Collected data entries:
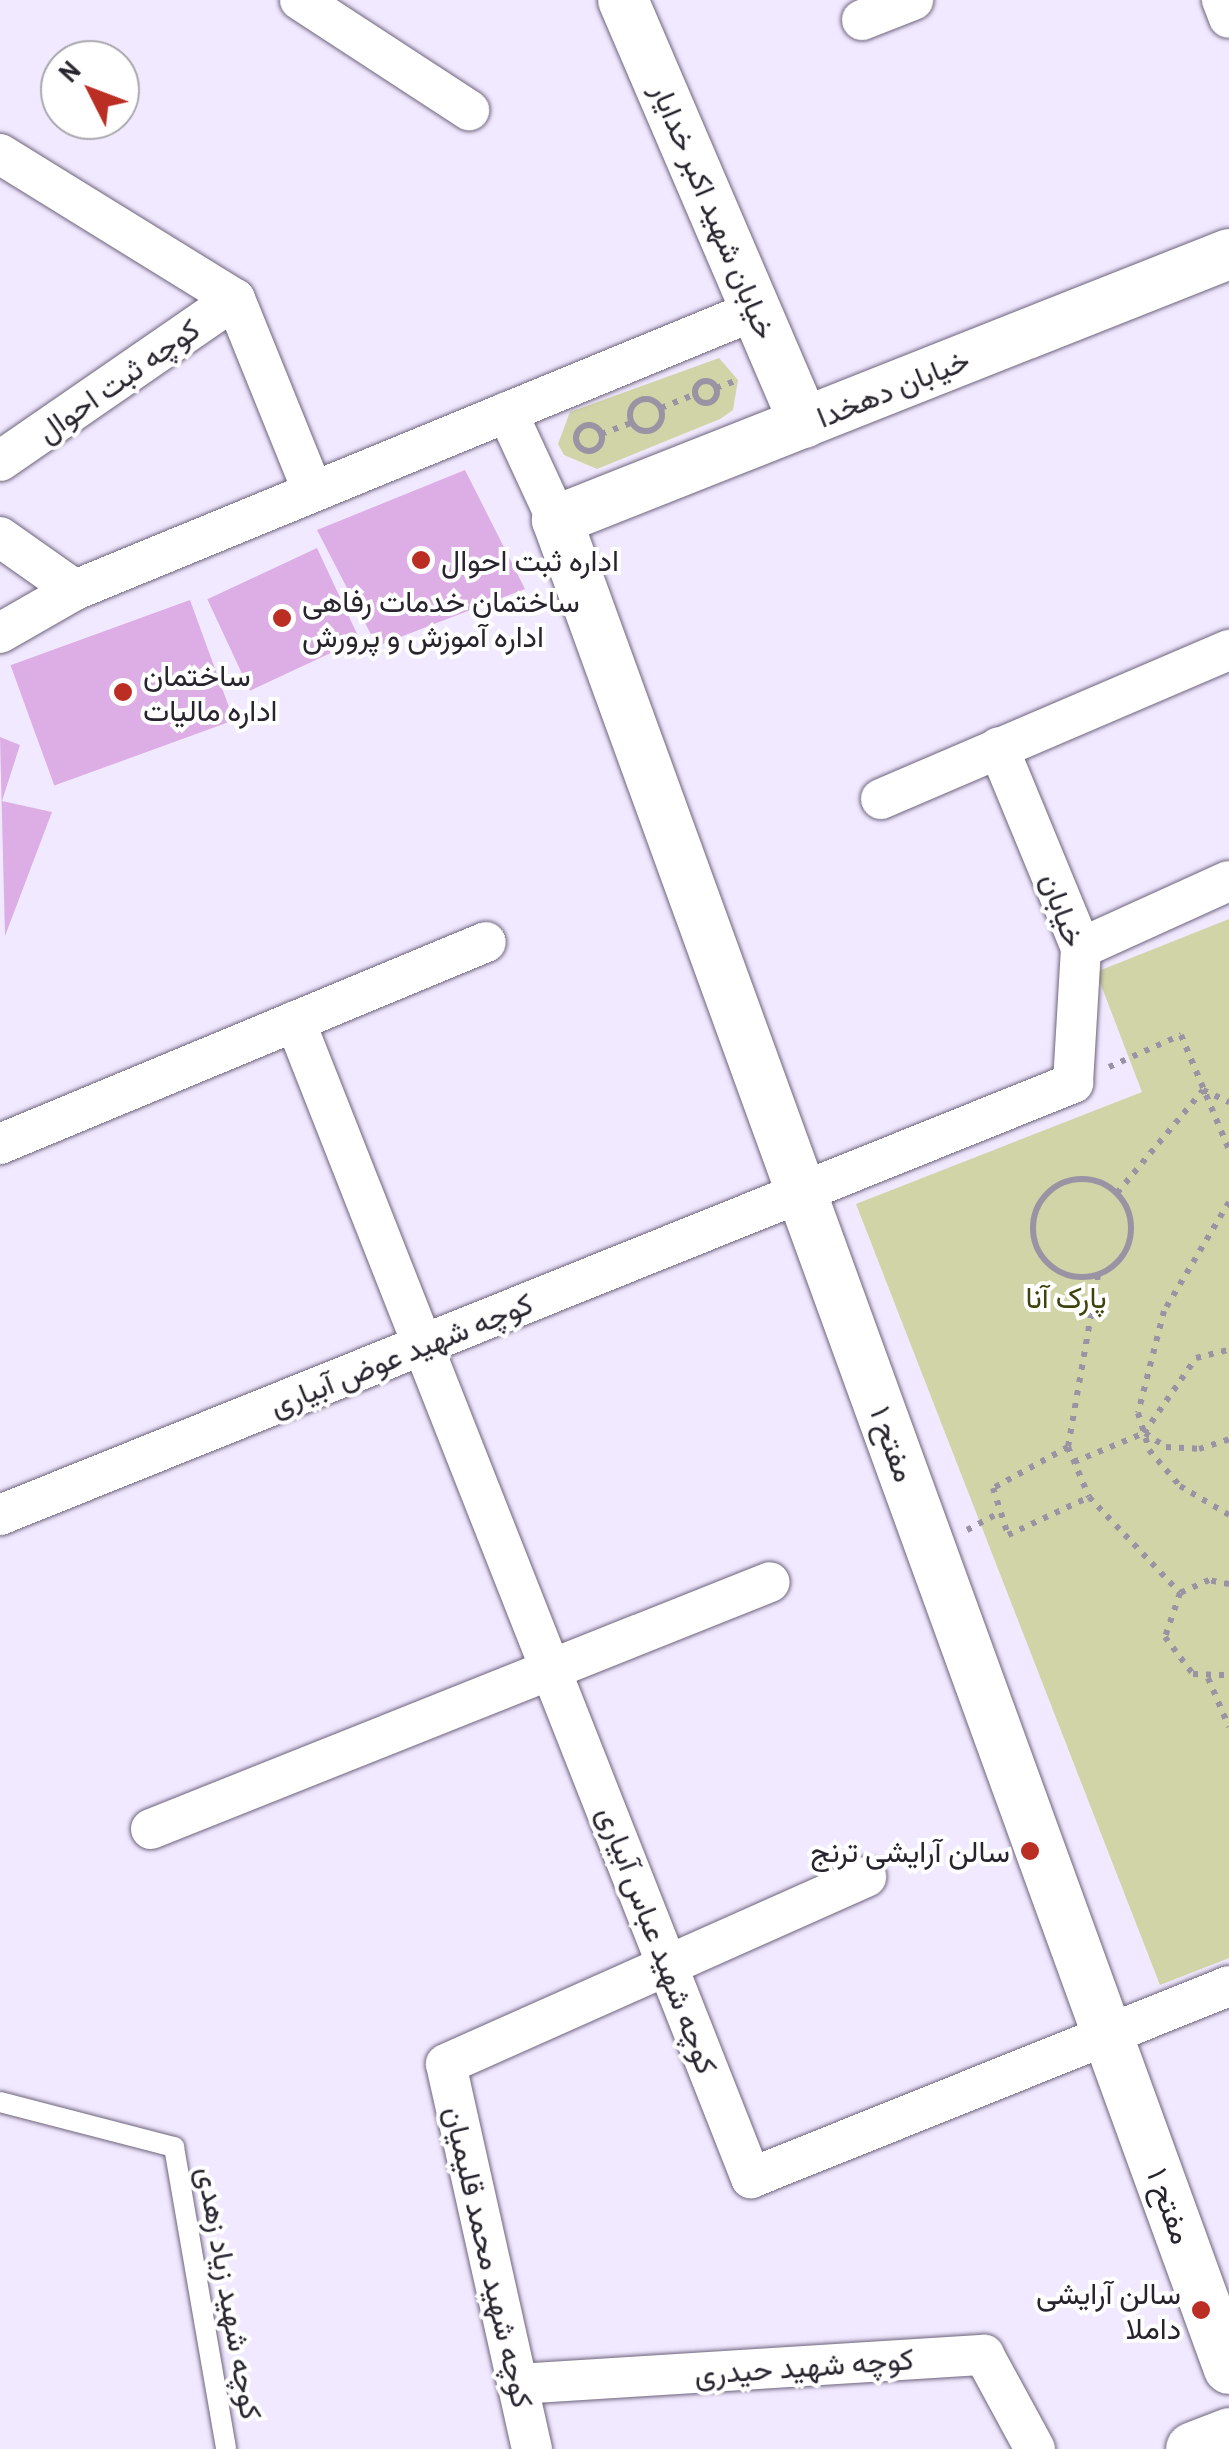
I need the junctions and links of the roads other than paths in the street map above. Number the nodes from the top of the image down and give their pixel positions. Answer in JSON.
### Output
{"nodes":[{"id":1,"x":300,"y":0,"type":"edge"},
{"id":2,"x":623,"y":0,"type":"edge"},
{"id":3,"x":913,"y":0,"type":"edge"},
{"id":4,"x":1222,"y":0,"type":"edge"},
{"id":5,"x":1229,"y":18,"type":"edge"},
{"id":6,"x":862,"y":20,"type":"dead end"},
{"id":7,"x":468,"y":110,"type":"dead end"},
{"id":8,"x":0,"y":154,"type":"edge"},
{"id":9,"x":1229,"y":254,"type":"edge"},
{"id":10,"x":235,"y":299,"type":"junction"},
{"id":11,"x":758,"y":309,"type":"junction"},
{"id":12,"x":507,"y":412,"type":"junction"},
{"id":13,"x":804,"y":423,"type":"junction"},
{"id":14,"x":0,"y":461,"type":"edge"},
{"id":15,"x":313,"y":492,"type":"junction"},
{"id":16,"x":557,"y":520,"type":"junction"},
{"id":17,"x":0,"y":537,"type":"edge"},
{"id":18,"x":75,"y":590,"type":"junction"},
{"id":19,"x":0,"y":633,"type":"edge"},
{"id":20,"x":1229,"y":650,"type":"edge"},
{"id":21,"x":998,"y":747,"type":"junction"},
{"id":22,"x":881,"y":799,"type":"dead end"},
{"id":23,"x":1229,"y":881,"type":"edge"},
{"id":24,"x":486,"y":942,"type":"dead end"},
{"id":25,"x":1081,"y":948,"type":"junction"},
{"id":26,"x":295,"y":1021,"type":"junction"},
{"id":27,"x":1073,"y":1083,"type":"joint"},
{"id":28,"x":0,"y":1144,"type":"edge"},
{"id":29,"x":802,"y":1193,"type":"junction"},
{"id":30,"x":424,"y":1345,"type":"junction"},
{"id":31,"x":0,"y":1515,"type":"edge"},
{"id":32,"x":770,"y":1582,"type":"dead end"},
{"id":33,"x":551,"y":1669,"type":"junction"},
{"id":34,"x":151,"y":1829,"type":"dead end"},
{"id":35,"x":866,"y":1876,"type":"dead end"},
{"id":36,"x":667,"y":1965,"type":"junction"},
{"id":37,"x":1229,"y":1986,"type":"edge"},
{"id":38,"x":1108,"y":2035,"type":"junction"},
{"id":39,"x":0,"y":2102,"type":"edge"},
{"id":40,"x":1229,"y":2368,"type":"edge"},
{"id":41,"x":518,"y":2384,"type":"junction"},
{"id":42,"x":1229,"y":2435,"type":"edge"},
{"id":43,"x":226,"y":2449,"type":"edge"},
{"id":44,"x":532,"y":2449,"type":"edge"},
{"id":45,"x":1035,"y":2449,"type":"edge"},
{"id":46,"x":1193,"y":2449,"type":"edge"}],
"edges":[{"from":1,"to":7,"type":"street"},
{"from":2,"to":11,"type":"street","name":"خیابان شهید اکبر خدایار"},
{"from":3,"to":6,"type":"street"},
{"from":4,"to":5,"type":"street"},
{"from":8,"to":10,"type":"street","name":"کوچه ثبت احوال"},
{"from":9,"to":13,"type":"street","name":"خیابان دهخدا"},
{"from":10,"to":14,"type":"street","name":"کوچه ثبت احوال"},
{"from":10,"to":15,"type":"street","name":"کوچه ثبت احوال"},
{"from":11,"to":12,"type":"street"},
{"from":11,"to":13,"type":"street","name":"خیابان شهید اکبر خدایار"},
{"from":12,"to":15,"type":"street"},
{"from":12,"to":16,"type":"street"},
{"from":13,"to":16,"type":"street","name":"خیابان دهخدا"},
{"from":15,"to":18,"type":"street"},
{"from":16,"to":29,"type":"street","name":"مفتح ۱"},
{"from":17,"to":18,"type":"street"},
{"from":18,"to":19,"type":"street"},
{"from":20,"to":21,"type":"street"},
{"from":21,"to":22,"type":"street"},
{"from":21,"to":25,"type":"street","name":"خیابان"},
{"from":23,"to":25,"type":"street"},
{"from":24,"to":26,"type":"street"},
{"from":25,"to":27,"type":"street","name":"خیابان"},
{"from":26,"to":28,"type":"street"},
{"from":26,"to":30,"type":"street","name":"کوچه شهید عباس آبیاری"},
{"from":27,"to":29,"type":"street","name":"کوچه شهید عوض آبیاری"},
{"from":29,"to":30,"type":"street","name":"کوچه شهید عوض آبیاری"},
{"from":29,"to":38,"type":"street","name":"مفتح ۱"},
{"from":30,"to":31,"type":"street","name":"کوچه شهید عوض آبیاری"},
{"from":30,"to":33,"type":"street","name":"کوچه شهید عباس آبیاری"},
{"from":32,"to":33,"type":"street"},
{"from":33,"to":34,"type":"street"},
{"from":33,"to":36,"type":"street","name":"کوچه شهید عباس آبیاری"},
{"from":35,"to":36,"type":"street"},
{"from":36,"to":38,"type":"street","name":"کوچه شهید عباس آبیاری"},
{"from":36,"to":41,"type":"street","name":"کوچه شهید محمد قلیمیان"},
{"from":37,"to":38,"type":"street"},
{"from":38,"to":40,"type":"street","name":"مفتح ۱"},
{"from":39,"to":43,"type":"lane","name":"کوچه شهید زیاد زهدی"},
{"from":41,"to":44,"type":"street","name":"کوچه شهید محمد قلیمیان"},
{"from":41,"to":45,"type":"street","name":"کوچه شهید حیدری"},
{"from":42,"to":46,"type":"main road"}]}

- **Exercise directions**:
Produce the entries again, word for word, without any of their pictures.

- **Completed task**:
I need the junctions and links of the roads other than paths in the street map above. Number the nodes from the top of the image down and give their pixel positions. Answer in JSON.
### Output
{"nodes":[{"id":1,"x":300,"y":0,"type":"edge"},
{"id":2,"x":623,"y":0,"type":"edge"},
{"id":3,"x":913,"y":0,"type":"edge"},
{"id":4,"x":1222,"y":0,"type":"edge"},
{"id":5,"x":1229,"y":18,"type":"edge"},
{"id":6,"x":862,"y":20,"type":"dead end"},
{"id":7,"x":468,"y":110,"type":"dead end"},
{"id":8,"x":0,"y":154,"type":"edge"},
{"id":9,"x":1229,"y":254,"type":"edge"},
{"id":10,"x":235,"y":299,"type":"junction"},
{"id":11,"x":758,"y":309,"type":"junction"},
{"id":12,"x":507,"y":412,"type":"junction"},
{"id":13,"x":804,"y":423,"type":"junction"},
{"id":14,"x":0,"y":461,"type":"edge"},
{"id":15,"x":313,"y":492,"type":"junction"},
{"id":16,"x":557,"y":520,"type":"junction"},
{"id":17,"x":0,"y":537,"type":"edge"},
{"id":18,"x":75,"y":590,"type":"junction"},
{"id":19,"x":0,"y":633,"type":"edge"},
{"id":20,"x":1229,"y":650,"type":"edge"},
{"id":21,"x":998,"y":747,"type":"junction"},
{"id":22,"x":881,"y":799,"type":"dead end"},
{"id":23,"x":1229,"y":881,"type":"edge"},
{"id":24,"x":486,"y":942,"type":"dead end"},
{"id":25,"x":1081,"y":948,"type":"junction"},
{"id":26,"x":295,"y":1021,"type":"junction"},
{"id":27,"x":1073,"y":1083,"type":"joint"},
{"id":28,"x":0,"y":1144,"type":"edge"},
{"id":29,"x":802,"y":1193,"type":"junction"},
{"id":30,"x":424,"y":1345,"type":"junction"},
{"id":31,"x":0,"y":1515,"type":"edge"},
{"id":32,"x":770,"y":1582,"type":"dead end"},
{"id":33,"x":551,"y":1669,"type":"junction"},
{"id":34,"x":151,"y":1829,"type":"dead end"},
{"id":35,"x":866,"y":1876,"type":"dead end"},
{"id":36,"x":667,"y":1965,"type":"junction"},
{"id":37,"x":1229,"y":1986,"type":"edge"},
{"id":38,"x":1108,"y":2035,"type":"junction"},
{"id":39,"x":0,"y":2102,"type":"edge"},
{"id":40,"x":1229,"y":2368,"type":"edge"},
{"id":41,"x":518,"y":2384,"type":"junction"},
{"id":42,"x":1229,"y":2435,"type":"edge"},
{"id":43,"x":226,"y":2449,"type":"edge"},
{"id":44,"x":532,"y":2449,"type":"edge"},
{"id":45,"x":1035,"y":2449,"type":"edge"},
{"id":46,"x":1193,"y":2449,"type":"edge"}],
"edges":[{"from":1,"to":7,"type":"street"},
{"from":2,"to":11,"type":"street","name":"خیابان شهید اکبر خدایار"},
{"from":3,"to":6,"type":"street"},
{"from":4,"to":5,"type":"street"},
{"from":8,"to":10,"type":"street","name":"کوچه ثبت احوال"},
{"from":9,"to":13,"type":"street","name":"خیابان دهخدا"},
{"from":10,"to":14,"type":"street","name":"کوچه ثبت احوال"},
{"from":10,"to":15,"type":"street","name":"کوچه ثبت احوال"},
{"from":11,"to":12,"type":"street"},
{"from":11,"to":13,"type":"street","name":"خیابان شهید اکبر خدایار"},
{"from":12,"to":15,"type":"street"},
{"from":12,"to":16,"type":"street"},
{"from":13,"to":16,"type":"street","name":"خیابان دهخدا"},
{"from":15,"to":18,"type":"street"},
{"from":16,"to":29,"type":"street","name":"مفتح ۱"},
{"from":17,"to":18,"type":"street"},
{"from":18,"to":19,"type":"street"},
{"from":20,"to":21,"type":"street"},
{"from":21,"to":22,"type":"street"},
{"from":21,"to":25,"type":"street","name":"خیابان"},
{"from":23,"to":25,"type":"street"},
{"from":24,"to":26,"type":"street"},
{"from":25,"to":27,"type":"street","name":"خیابان"},
{"from":26,"to":28,"type":"street"},
{"from":26,"to":30,"type":"street","name":"کوچه شهید عباس آبیاری"},
{"from":27,"to":29,"type":"street","name":"کوچه شهید عوض آبیاری"},
{"from":29,"to":30,"type":"street","name":"کوچه شهید عوض آبیاری"},
{"from":29,"to":38,"type":"street","name":"مفتح ۱"},
{"from":30,"to":31,"type":"street","name":"کوچه شهید عوض آبیاری"},
{"from":30,"to":33,"type":"street","name":"کوچه شهید عباس آبیاری"},
{"from":32,"to":33,"type":"street"},
{"from":33,"to":34,"type":"street"},
{"from":33,"to":36,"type":"street","name":"کوچه شهید عباس آبیاری"},
{"from":35,"to":36,"type":"street"},
{"from":36,"to":38,"type":"street","name":"کوچه شهید عباس آبیاری"},
{"from":36,"to":41,"type":"street","name":"کوچه شهید محمد قلیمیان"},
{"from":37,"to":38,"type":"street"},
{"from":38,"to":40,"type":"street","name":"مفتح ۱"},
{"from":39,"to":43,"type":"lane","name":"کوچه شهید زیاد زهدی"},
{"from":41,"to":44,"type":"street","name":"کوچه شهید محمد قلیمیان"},
{"from":41,"to":45,"type":"street","name":"کوچه شهید حیدری"},
{"from":42,"to":46,"type":"main road"}]}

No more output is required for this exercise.